== EXERCISE DESCRIPTION ==
Repeat the listing that follows exactly, please.

== SOURCE MATERIAL ==
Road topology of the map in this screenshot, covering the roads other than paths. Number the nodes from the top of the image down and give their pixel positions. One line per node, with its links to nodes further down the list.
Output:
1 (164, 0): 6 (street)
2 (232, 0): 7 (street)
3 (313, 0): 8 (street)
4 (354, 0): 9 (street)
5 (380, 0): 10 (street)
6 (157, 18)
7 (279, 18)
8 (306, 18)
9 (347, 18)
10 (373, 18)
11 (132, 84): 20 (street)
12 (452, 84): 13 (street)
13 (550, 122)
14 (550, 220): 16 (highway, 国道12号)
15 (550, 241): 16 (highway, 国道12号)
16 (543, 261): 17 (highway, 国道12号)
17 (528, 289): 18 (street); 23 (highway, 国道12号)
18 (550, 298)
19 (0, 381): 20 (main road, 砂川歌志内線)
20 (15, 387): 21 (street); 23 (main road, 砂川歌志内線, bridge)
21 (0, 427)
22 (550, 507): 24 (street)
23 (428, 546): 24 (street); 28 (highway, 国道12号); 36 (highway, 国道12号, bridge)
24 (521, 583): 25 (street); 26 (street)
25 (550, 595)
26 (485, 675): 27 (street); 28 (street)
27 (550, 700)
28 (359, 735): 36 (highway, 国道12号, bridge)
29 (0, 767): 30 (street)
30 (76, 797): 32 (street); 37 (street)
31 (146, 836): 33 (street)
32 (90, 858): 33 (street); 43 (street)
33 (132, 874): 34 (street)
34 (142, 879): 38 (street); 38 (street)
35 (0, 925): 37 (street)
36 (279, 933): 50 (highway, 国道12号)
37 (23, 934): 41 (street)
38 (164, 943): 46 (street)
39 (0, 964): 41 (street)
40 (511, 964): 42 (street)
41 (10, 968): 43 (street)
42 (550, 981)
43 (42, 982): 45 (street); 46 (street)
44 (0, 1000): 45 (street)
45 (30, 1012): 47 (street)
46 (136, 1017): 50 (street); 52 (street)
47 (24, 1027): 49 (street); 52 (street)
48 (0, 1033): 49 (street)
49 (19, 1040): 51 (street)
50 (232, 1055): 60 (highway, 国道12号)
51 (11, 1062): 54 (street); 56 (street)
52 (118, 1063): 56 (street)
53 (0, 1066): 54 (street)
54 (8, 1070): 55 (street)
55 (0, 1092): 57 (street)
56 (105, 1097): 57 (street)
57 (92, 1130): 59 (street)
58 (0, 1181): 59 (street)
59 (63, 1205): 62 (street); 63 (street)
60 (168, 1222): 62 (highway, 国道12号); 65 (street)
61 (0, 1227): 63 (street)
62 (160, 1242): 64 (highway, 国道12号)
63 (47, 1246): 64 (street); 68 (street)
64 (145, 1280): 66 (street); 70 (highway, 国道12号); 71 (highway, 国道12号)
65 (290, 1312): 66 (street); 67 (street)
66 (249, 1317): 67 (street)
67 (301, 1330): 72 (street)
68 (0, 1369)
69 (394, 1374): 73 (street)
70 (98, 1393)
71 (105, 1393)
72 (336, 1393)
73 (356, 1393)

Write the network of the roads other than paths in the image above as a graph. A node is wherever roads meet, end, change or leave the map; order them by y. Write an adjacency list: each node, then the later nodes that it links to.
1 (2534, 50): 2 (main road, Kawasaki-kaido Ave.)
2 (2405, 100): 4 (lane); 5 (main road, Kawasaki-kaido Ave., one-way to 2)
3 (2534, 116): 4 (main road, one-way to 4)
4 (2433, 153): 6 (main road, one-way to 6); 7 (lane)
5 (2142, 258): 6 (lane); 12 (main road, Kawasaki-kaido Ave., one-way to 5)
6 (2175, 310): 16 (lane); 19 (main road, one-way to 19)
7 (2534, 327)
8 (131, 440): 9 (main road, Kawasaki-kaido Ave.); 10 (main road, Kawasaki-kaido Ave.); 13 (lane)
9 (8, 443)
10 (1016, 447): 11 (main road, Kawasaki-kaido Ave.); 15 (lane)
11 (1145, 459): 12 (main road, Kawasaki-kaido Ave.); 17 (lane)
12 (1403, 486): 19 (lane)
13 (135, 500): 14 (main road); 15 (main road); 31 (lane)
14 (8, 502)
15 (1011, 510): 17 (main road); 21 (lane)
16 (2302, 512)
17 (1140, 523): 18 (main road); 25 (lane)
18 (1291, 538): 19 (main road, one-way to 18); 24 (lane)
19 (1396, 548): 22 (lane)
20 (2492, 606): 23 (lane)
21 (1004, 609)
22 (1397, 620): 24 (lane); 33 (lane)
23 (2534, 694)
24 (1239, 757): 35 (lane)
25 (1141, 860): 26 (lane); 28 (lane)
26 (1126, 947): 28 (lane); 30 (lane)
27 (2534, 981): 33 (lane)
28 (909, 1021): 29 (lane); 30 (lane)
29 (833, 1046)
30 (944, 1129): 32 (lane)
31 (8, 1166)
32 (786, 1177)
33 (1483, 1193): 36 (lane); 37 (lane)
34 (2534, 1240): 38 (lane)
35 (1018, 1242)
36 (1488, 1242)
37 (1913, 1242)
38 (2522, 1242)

== SOLUTION TO THE PROBLEM ==
Road topology of the map in this screenshot, covering the roads other than paths. Number the nodes from the top of the image down and give their pixel positions. One line per node, with its links to nodes further down the list.
Output:
1 (164, 0): 6 (street)
2 (232, 0): 7 (street)
3 (313, 0): 8 (street)
4 (354, 0): 9 (street)
5 (380, 0): 10 (street)
6 (157, 18)
7 (279, 18)
8 (306, 18)
9 (347, 18)
10 (373, 18)
11 (132, 84): 20 (street)
12 (452, 84): 13 (street)
13 (550, 122)
14 (550, 220): 16 (highway, 国道12号)
15 (550, 241): 16 (highway, 国道12号)
16 (543, 261): 17 (highway, 国道12号)
17 (528, 289): 18 (street); 23 (highway, 国道12号)
18 (550, 298)
19 (0, 381): 20 (main road, 砂川歌志内線)
20 (15, 387): 21 (street); 23 (main road, 砂川歌志内線, bridge)
21 (0, 427)
22 (550, 507): 24 (street)
23 (428, 546): 24 (street); 28 (highway, 国道12号); 36 (highway, 国道12号, bridge)
24 (521, 583): 25 (street); 26 (street)
25 (550, 595)
26 (485, 675): 27 (street); 28 (street)
27 (550, 700)
28 (359, 735): 36 (highway, 国道12号, bridge)
29 (0, 767): 30 (street)
30 (76, 797): 32 (street); 37 (street)
31 (146, 836): 33 (street)
32 (90, 858): 33 (street); 43 (street)
33 (132, 874): 34 (street)
34 (142, 879): 38 (street); 38 (street)
35 (0, 925): 37 (street)
36 (279, 933): 50 (highway, 国道12号)
37 (23, 934): 41 (street)
38 (164, 943): 46 (street)
39 (0, 964): 41 (street)
40 (511, 964): 42 (street)
41 (10, 968): 43 (street)
42 (550, 981)
43 (42, 982): 45 (street); 46 (street)
44 (0, 1000): 45 (street)
45 (30, 1012): 47 (street)
46 (136, 1017): 50 (street); 52 (street)
47 (24, 1027): 49 (street); 52 (street)
48 (0, 1033): 49 (street)
49 (19, 1040): 51 (street)
50 (232, 1055): 60 (highway, 国道12号)
51 (11, 1062): 54 (street); 56 (street)
52 (118, 1063): 56 (street)
53 (0, 1066): 54 (street)
54 (8, 1070): 55 (street)
55 (0, 1092): 57 (street)
56 (105, 1097): 57 (street)
57 (92, 1130): 59 (street)
58 (0, 1181): 59 (street)
59 (63, 1205): 62 (street); 63 (street)
60 (168, 1222): 62 (highway, 国道12号); 65 (street)
61 (0, 1227): 63 (street)
62 (160, 1242): 64 (highway, 国道12号)
63 (47, 1246): 64 (street); 68 (street)
64 (145, 1280): 66 (street); 70 (highway, 国道12号); 71 (highway, 国道12号)
65 (290, 1312): 66 (street); 67 (street)
66 (249, 1317): 67 (street)
67 (301, 1330): 72 (street)
68 (0, 1369)
69 (394, 1374): 73 (street)
70 (98, 1393)
71 (105, 1393)
72 (336, 1393)
73 (356, 1393)

Write the network of the roads other than paths in the image above as a graph. A node is wherever roads meet, end, change or leave the map; order them by y. Write an adjacency list: each node, then the later nodes that it links to.
1 (2534, 50): 2 (main road, Kawasaki-kaido Ave.)
2 (2405, 100): 4 (lane); 5 (main road, Kawasaki-kaido Ave., one-way to 2)
3 (2534, 116): 4 (main road, one-way to 4)
4 (2433, 153): 6 (main road, one-way to 6); 7 (lane)
5 (2142, 258): 6 (lane); 12 (main road, Kawasaki-kaido Ave., one-way to 5)
6 (2175, 310): 16 (lane); 19 (main road, one-way to 19)
7 (2534, 327)
8 (131, 440): 9 (main road, Kawasaki-kaido Ave.); 10 (main road, Kawasaki-kaido Ave.); 13 (lane)
9 (8, 443)
10 (1016, 447): 11 (main road, Kawasaki-kaido Ave.); 15 (lane)
11 (1145, 459): 12 (main road, Kawasaki-kaido Ave.); 17 (lane)
12 (1403, 486): 19 (lane)
13 (135, 500): 14 (main road); 15 (main road); 31 (lane)
14 (8, 502)
15 (1011, 510): 17 (main road); 21 (lane)
16 (2302, 512)
17 (1140, 523): 18 (main road); 25 (lane)
18 (1291, 538): 19 (main road, one-way to 18); 24 (lane)
19 (1396, 548): 22 (lane)
20 (2492, 606): 23 (lane)
21 (1004, 609)
22 (1397, 620): 24 (lane); 33 (lane)
23 (2534, 694)
24 (1239, 757): 35 (lane)
25 (1141, 860): 26 (lane); 28 (lane)
26 (1126, 947): 28 (lane); 30 (lane)
27 (2534, 981): 33 (lane)
28 (909, 1021): 29 (lane); 30 (lane)
29 (833, 1046)
30 (944, 1129): 32 (lane)
31 (8, 1166)
32 (786, 1177)
33 (1483, 1193): 36 (lane); 37 (lane)
34 (2534, 1240): 38 (lane)
35 (1018, 1242)
36 (1488, 1242)
37 (1913, 1242)
38 (2522, 1242)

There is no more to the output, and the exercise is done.